• _Work task_: Find the line with "thumb ip: (573, 372)" in the entries below, then reproduce it and every line after it down to and including the line with "thumb tip: (550, 347)", exactly.

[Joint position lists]
+-------+

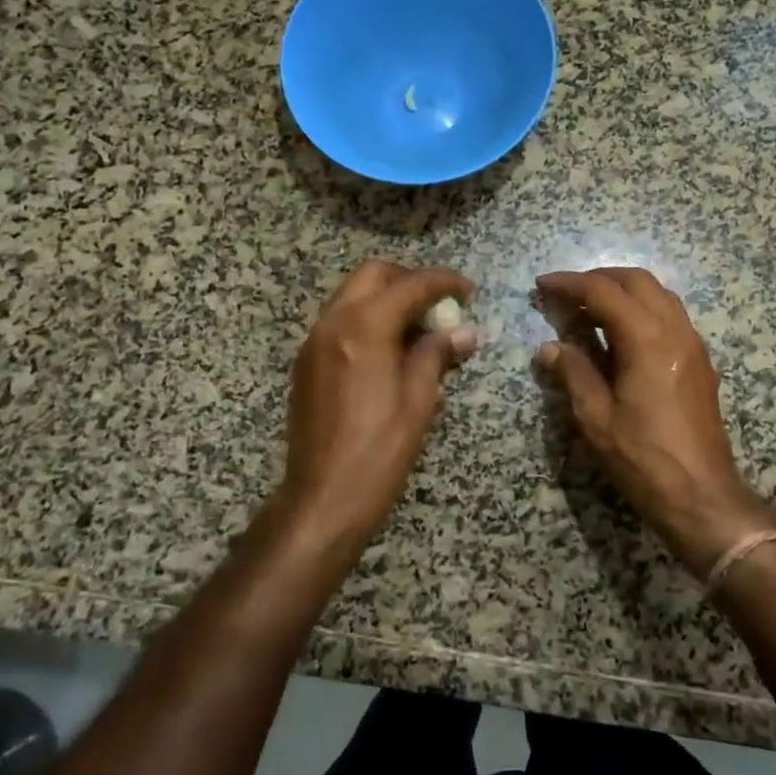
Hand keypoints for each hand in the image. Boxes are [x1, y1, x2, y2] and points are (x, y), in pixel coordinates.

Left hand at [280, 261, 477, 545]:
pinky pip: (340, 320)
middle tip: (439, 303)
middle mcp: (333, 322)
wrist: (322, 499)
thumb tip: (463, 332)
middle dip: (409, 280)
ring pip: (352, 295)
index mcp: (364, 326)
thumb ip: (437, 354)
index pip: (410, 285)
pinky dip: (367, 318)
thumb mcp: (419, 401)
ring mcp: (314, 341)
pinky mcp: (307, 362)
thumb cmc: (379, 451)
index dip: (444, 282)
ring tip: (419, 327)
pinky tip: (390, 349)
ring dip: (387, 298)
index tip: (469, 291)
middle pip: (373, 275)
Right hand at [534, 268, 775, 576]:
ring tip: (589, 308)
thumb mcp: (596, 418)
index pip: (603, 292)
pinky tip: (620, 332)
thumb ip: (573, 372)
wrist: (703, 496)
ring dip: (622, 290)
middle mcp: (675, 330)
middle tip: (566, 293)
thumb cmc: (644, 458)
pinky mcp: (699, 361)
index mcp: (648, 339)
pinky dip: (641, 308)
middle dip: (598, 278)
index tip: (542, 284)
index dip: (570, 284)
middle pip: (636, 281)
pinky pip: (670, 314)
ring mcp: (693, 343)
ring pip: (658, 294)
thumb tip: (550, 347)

+-------+

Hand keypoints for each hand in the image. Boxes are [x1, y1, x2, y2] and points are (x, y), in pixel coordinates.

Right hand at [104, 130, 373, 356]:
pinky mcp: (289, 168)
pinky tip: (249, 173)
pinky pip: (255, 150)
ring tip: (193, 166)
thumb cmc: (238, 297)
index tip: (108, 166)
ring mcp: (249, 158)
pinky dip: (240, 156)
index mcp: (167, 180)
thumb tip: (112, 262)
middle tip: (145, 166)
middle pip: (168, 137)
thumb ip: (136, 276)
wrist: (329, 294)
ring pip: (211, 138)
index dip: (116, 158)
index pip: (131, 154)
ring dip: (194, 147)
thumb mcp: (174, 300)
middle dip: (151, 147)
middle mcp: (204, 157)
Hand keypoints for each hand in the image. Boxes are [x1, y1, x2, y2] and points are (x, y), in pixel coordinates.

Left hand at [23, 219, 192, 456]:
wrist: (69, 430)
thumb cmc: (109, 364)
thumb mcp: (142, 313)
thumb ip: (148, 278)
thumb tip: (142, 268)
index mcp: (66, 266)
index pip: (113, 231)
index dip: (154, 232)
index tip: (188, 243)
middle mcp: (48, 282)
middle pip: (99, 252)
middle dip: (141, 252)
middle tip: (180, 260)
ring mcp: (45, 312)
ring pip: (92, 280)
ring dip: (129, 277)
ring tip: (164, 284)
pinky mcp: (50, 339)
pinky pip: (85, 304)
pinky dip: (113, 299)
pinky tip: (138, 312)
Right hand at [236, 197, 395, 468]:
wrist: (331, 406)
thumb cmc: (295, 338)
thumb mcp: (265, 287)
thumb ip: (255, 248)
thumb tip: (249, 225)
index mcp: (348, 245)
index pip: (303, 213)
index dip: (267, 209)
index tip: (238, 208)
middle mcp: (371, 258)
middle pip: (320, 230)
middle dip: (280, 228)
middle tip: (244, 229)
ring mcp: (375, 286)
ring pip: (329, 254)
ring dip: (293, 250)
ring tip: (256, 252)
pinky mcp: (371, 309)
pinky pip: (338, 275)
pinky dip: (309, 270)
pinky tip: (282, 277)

+-------+

• _Result of this exercise_:
thumb ip: (573, 372)
wrist: (703, 496)
ring dip: (622, 290)
middle mcp: (675, 330)
middle tip: (566, 293)
thumb cmc: (644, 458)
pinky mcp: (699, 361)
index mcp: (648, 339)
pinky dip: (641, 308)
middle dip: (598, 278)
index tip: (542, 284)
index dip: (570, 284)
middle pip: (636, 281)
pinky pip: (670, 314)
ring mcp: (693, 343)
ring pip: (658, 294)
thumb tip: (550, 347)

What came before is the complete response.